Matosh nodded sorrowfully.
"I understand, Speaker. Shall I convene the Council? Preferably for tomorrow?"
Aarashkvachora paused. Why not earlier? Suspicion crept into her mind.
"Let me guess - I have some important appointments today that slipped my mind?"
The Borsht smiled in understanding.
"You've got me for that, haven't you? A meeting with the Mining Consortium in the afternoon, dinner with the Crown Princess of Durash in the evening, and the lift has started moving from the base with none other than Betshrachthora, the Metaltaster on board. Whom you have summoned for the day."
Was there a hint of reproach in his voice after all? No, she just imagined it, a product of her own guilty conscience because of an extraordinary appointment that she was not allowed to forget.

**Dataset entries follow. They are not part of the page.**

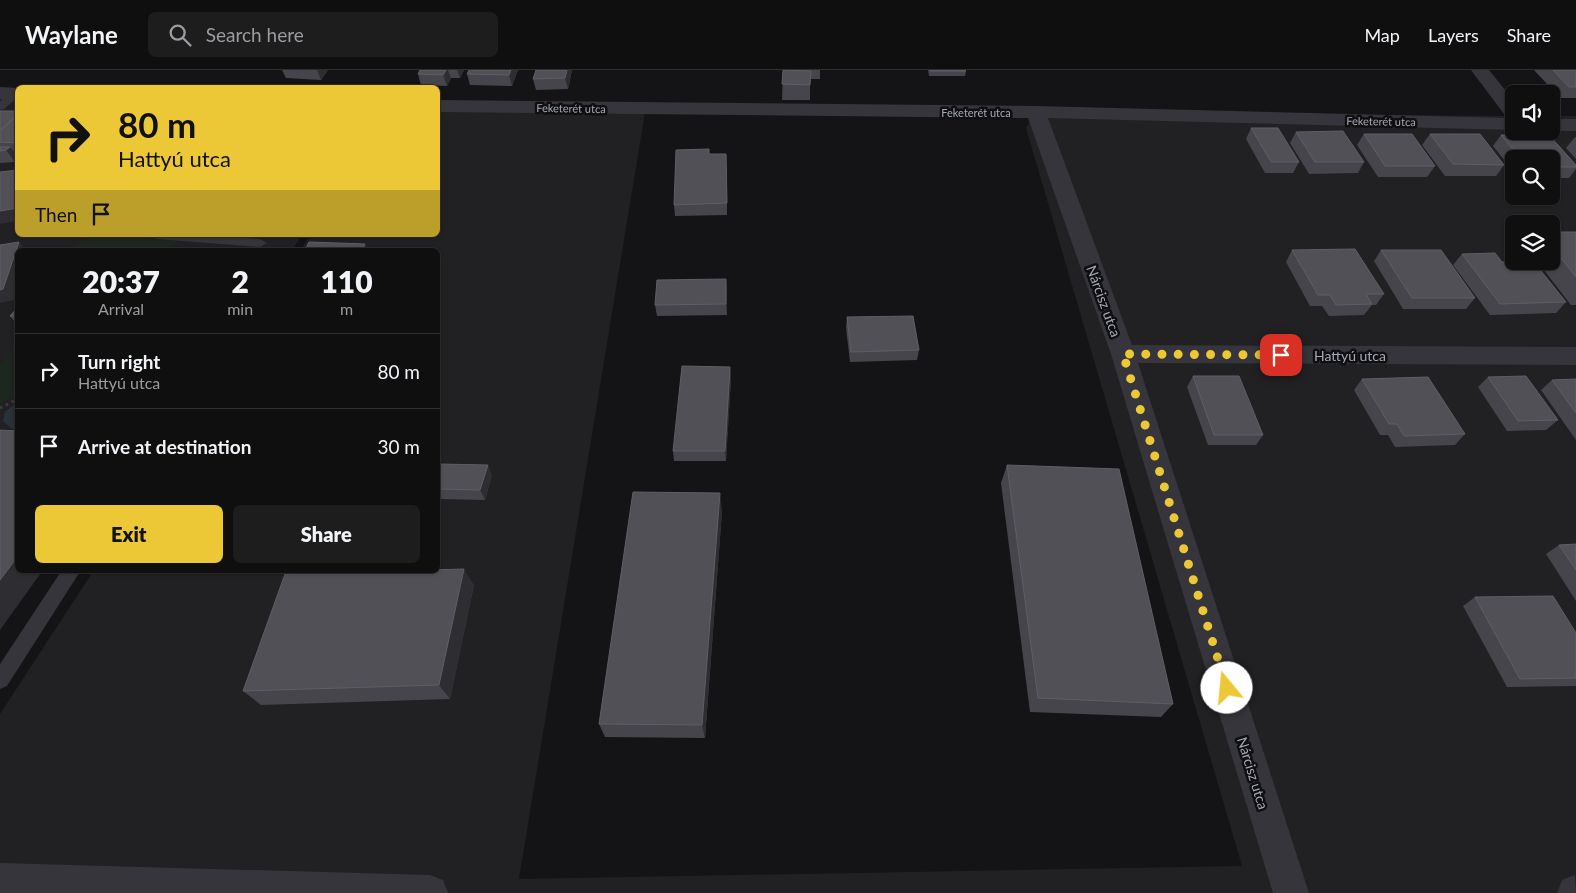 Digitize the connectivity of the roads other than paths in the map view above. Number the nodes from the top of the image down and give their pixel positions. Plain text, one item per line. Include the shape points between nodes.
1 (1480, 70) edge
2 (11, 93) edge
3 (1505, 102) edge
4 (440, 106) edge
5 (0, 107) edge
6 (1036, 112) junction
7 (1505, 124) edge
8 (1560, 125) edge
9 (1576, 125) edge
10 (205, 237) edge
11 (260, 243) edge
12 (1123, 354) junction
13 (1576, 356) edge
14 (70, 573) edge
15 (0, 680) edge
16 (0, 881) edge
17 (430, 893) edge
18 (1291, 893) edge

1 - 3 street
2 - 5 lane
4 - 6 street, Feketerét utca
6 - 7 street, Feketerét utca
6 - 12 street, Nárcisz utca
8 - 9 street
10 - 11 lane
12 - 13 street, Hattyú utca
12 - 18 street, Nárcisz utca
14 - 15 lane
16 - 17 street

"Send her in to see me as soon as she gets up here, and yes, please, summon the council for tomorrow morning."
The Borsht nodded servilely, without appearing obsequious, and left the now very thoughtful Speaker. With drooping antennae, she crawled to the glazed outer wall, straightened up and let her gaze slide over the splinter city. Why on earth had she gone into politics? Admittedly, the Protectorate had become accustomed to a Creesh occupying the Speaker's post over the past centuries - but did it have to be her, of all people? She would much rather have been sitting at the helm of a research vessel - or in one of the administration building's audience domes deep below her. There, decisions were made that did not affect the fate of worlds but rather steered individual citizens' lives in hopefully better directions. That was true magic!
*
Frank was sweating blood and water, nervously sliding back and forth on the too-big metal chair he had been assigned.
For sixteen years, he had been looking forward to this moment, this one all-important chance that only came once in a lifetime for someone like him.
If at all.
Like its artificial atmosphere and the all-unifying language Talash, the administration building had been constructed on the principle of equalising compromise. Too bright for his eyes, too warm for his skin, far too hot for Borsht, too gloomy cold for Creesh. A stupid philosophy, borne of the premise that true compromise made no one happy.